Task details
The records below are to be transcribed exactly, with the pictures removed.

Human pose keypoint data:
****

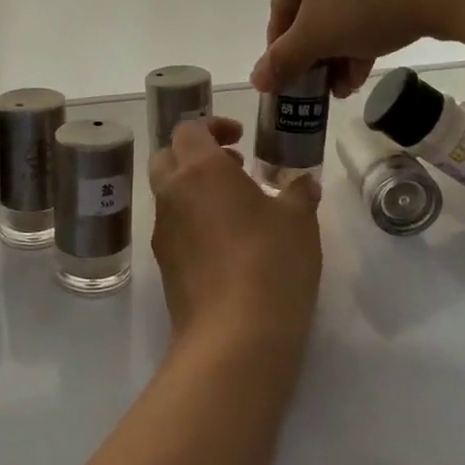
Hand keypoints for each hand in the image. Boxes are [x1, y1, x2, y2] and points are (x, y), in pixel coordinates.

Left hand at [148, 117, 321, 360]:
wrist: (234, 337)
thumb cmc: (270, 262)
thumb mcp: (299, 221)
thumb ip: (298, 192)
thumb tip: (302, 183)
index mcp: (199, 169)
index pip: (189, 129)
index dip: (213, 126)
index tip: (240, 138)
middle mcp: (172, 193)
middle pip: (168, 157)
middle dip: (195, 155)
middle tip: (233, 168)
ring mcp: (162, 230)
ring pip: (168, 194)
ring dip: (194, 190)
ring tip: (236, 209)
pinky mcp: (163, 265)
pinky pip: (173, 227)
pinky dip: (192, 222)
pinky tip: (227, 246)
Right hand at [252, 0, 464, 95]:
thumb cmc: (363, 4)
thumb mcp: (315, 38)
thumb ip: (282, 60)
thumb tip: (255, 81)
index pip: (279, 11)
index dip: (282, 51)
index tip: (291, 81)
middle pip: (310, 14)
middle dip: (316, 56)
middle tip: (322, 88)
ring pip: (340, 14)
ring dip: (338, 54)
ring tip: (346, 88)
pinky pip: (368, 7)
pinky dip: (363, 38)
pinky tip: (366, 70)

****

Response to this exercise
Hand keypoints for each hand in the image. Boxes are [x1, y1, x2, y2] and points are (x, y), in pixel coordinates.

Left hand at [148, 117, 321, 360]:
wrist: (234, 337)
thumb cmc: (270, 262)
thumb mcp: (299, 221)
thumb ip: (298, 192)
thumb tip: (302, 183)
index mcp: (199, 169)
index pip: (189, 129)
index dip: (213, 126)
index tip: (240, 138)
middle mcp: (172, 193)
middle pip: (168, 157)
middle dip: (195, 155)
middle tip: (233, 168)
ring mcp: (162, 230)
ring pip: (168, 194)
ring dip: (194, 190)
ring tip: (236, 209)
pinky mcp: (163, 265)
pinky pip: (173, 227)
pinky dip: (192, 222)
pinky tip: (227, 246)
Right hand at [252, 0, 464, 95]:
thumb cmc: (363, 4)
thumb mcp: (315, 38)
thumb ip: (282, 60)
thumb tip: (255, 81)
index pip: (279, 11)
index dip: (282, 51)
index tip: (291, 81)
middle pip: (310, 14)
middle dip: (316, 56)
middle tip: (322, 88)
ring pip: (340, 14)
ring dip: (338, 54)
ring tip: (346, 88)
pinky pip: (368, 7)
pinky dip: (363, 38)
pinky tip: (366, 70)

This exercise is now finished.